Introduction
The Merge, a pivotal milestone for Ethereum, was completed on September 15. According to Vitalik Buterin's Ethereum protocol development roadmap released in late 2021, the next critical phase is The Surge—addressing Ethereum’s scalability issues to reduce transaction fees and increase throughput. The Surge revolves around a rollup-centric roadmap, enhancing the scalability of L2 rollups while inheriting Ethereum’s network security.
This article explores a key component of this technical roadmap: EIP-4844 Proto-danksharding, which significantly reduces the cost of data storage for rollups and increases data capacity. EIP-4844 upgrades the Ethereum network by introducing a new transaction type that carries short-lived blob data—a cheaper alternative to the current calldata method. Moreover, EIP-4844 lays the groundwork for the full implementation of Danksharding, which promises an additional 10–100x scalability boost.
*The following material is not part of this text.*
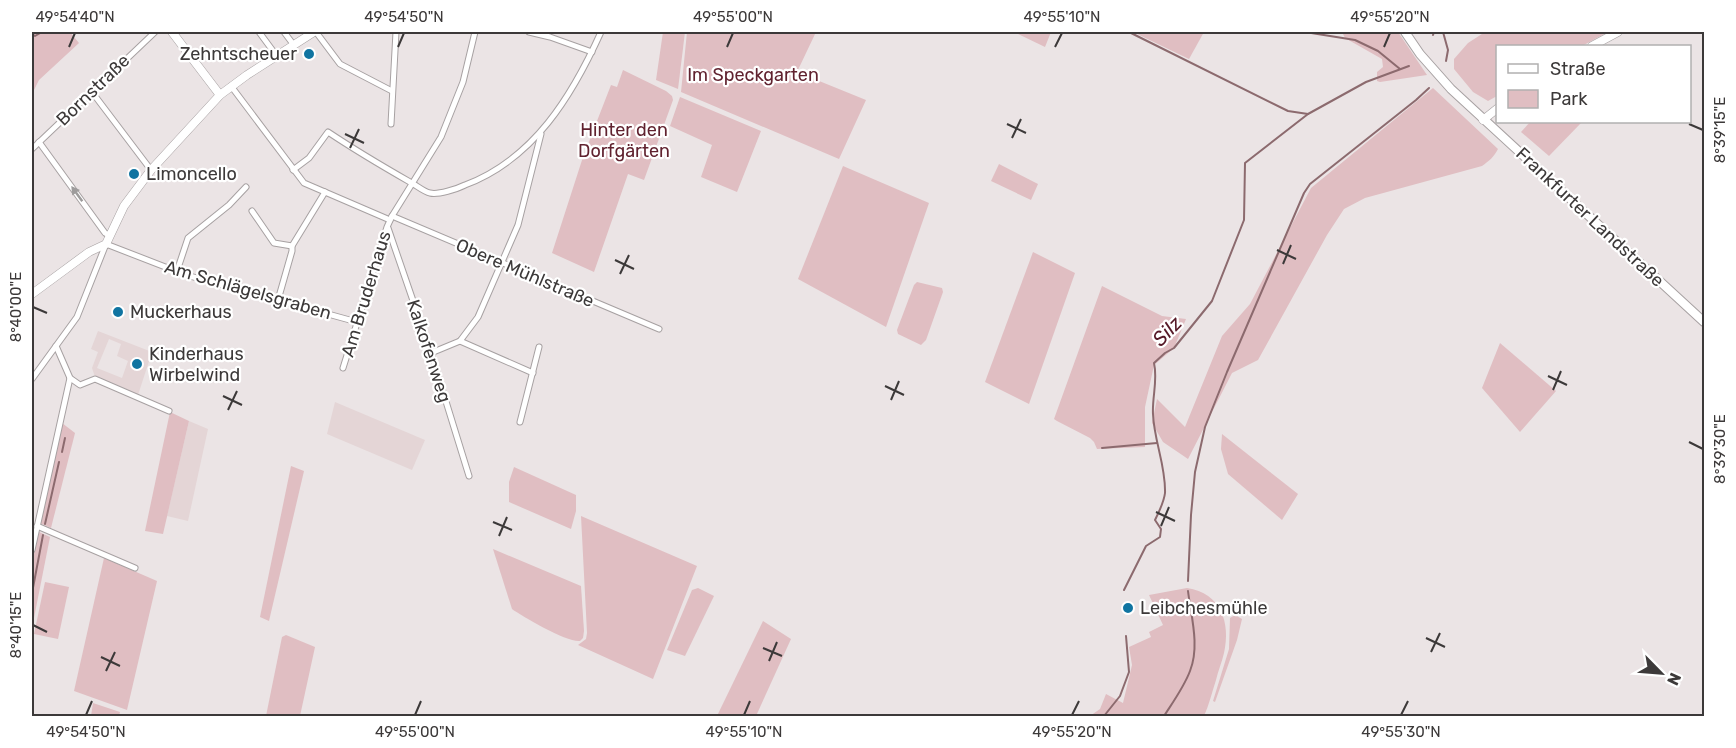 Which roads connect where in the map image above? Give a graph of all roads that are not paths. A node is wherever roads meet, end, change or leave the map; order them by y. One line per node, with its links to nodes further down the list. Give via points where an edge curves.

Ethereum Sharding Tech Roadmap
Protolambda, a former Ethereum Foundation researcher, summarizes the current state of Ethereum’s sharding design:
Executable "shard chains" with crosslinks have been phased out in favor of: implementing EVM within the beacon chain; adopting a rollup-centric roadmap using Data Availability Sampling (DAS) to scale Ethereum’s base layer without increasing complexity.
This simplification stems from two key reasons:
- Avoiding additional L1 complexity (sharding specs were rewritten multiple times, delaying implementation).
- Leveraging modular blockchain architecture, where L1 serves as a data availability layer for rollups, offloading computation to L2 execution layers.
Modular Architecture in Ethereum
Layered Approach
- Pre-Merge: Monolithic PoW chain.
- Post-Merge: L1 consensus layer (PoS) + L1 execution layer (EVM), connected via the Engine API (Ethereum’s first modular design).
- L1-L2 Connection: An API bridges L1 (data/security layer) and L2 (execution layer), with fraud/validity proofs ensuring trustlessness.
Data Availability: The Scalability Bottleneck
Rollup costs are dominated by data availability fees (publishing data to L1 via calldata). Current solutions like calldata compression and EIP-4488 (reducing calldata cost from 16 to 3 gas per byte) are stopgaps. EIP-4844 offers a sustainable alternative.
EIP-4844 Proto-danksharding
Key Features
Blob-carrying Transactions:
- New transaction type carrying blob data (for L2).
- Blobs are cheaper than calldata (not read by contracts) and pruned after ~1 month, mitigating state bloat.
Sidecar Model:
- Blob data is separated from transactions (stored in consensus-layer nodes) and deleted post-use.
- Ensures data is available long enough for state reconstruction/challenges.
Workflow:
- Sequencer submits blob data → L1 finalizes data.
- Blob sidecar splits from transaction → Execution occurs in Execution Payload.
- L2 validators download sidecars to sync state.
Conclusion
EIP-4844 addresses the data availability bottleneck for rollups, enabling exponential scalability. By introducing blob transactions, Ethereum’s base layer becomes a cost-efficient data repository for L2s without compromising security. As the precursor to Danksharding, Proto-danksharding paves the way for Ethereum’s next 10–100x leap in throughput.
FAQs
Q1: How does EIP-4844 reduce rollup costs?
A1: By replacing expensive calldata with blob transactions—unread by contracts and pruned post-use, cutting fees 10–100x.
Q2: What’s the difference between blobs and calldata?
A2: Calldata lives in execution payloads (permanent), while blobs are stored in consensus-layer nodes (temporary, deleted after ~1 month).
Q3: Is EIP-4844 compatible with future Danksharding?
A3: Yes. Proto-danksharding is a stepping stone, introducing the infrastructure needed for full Danksharding’s massive scalability boost.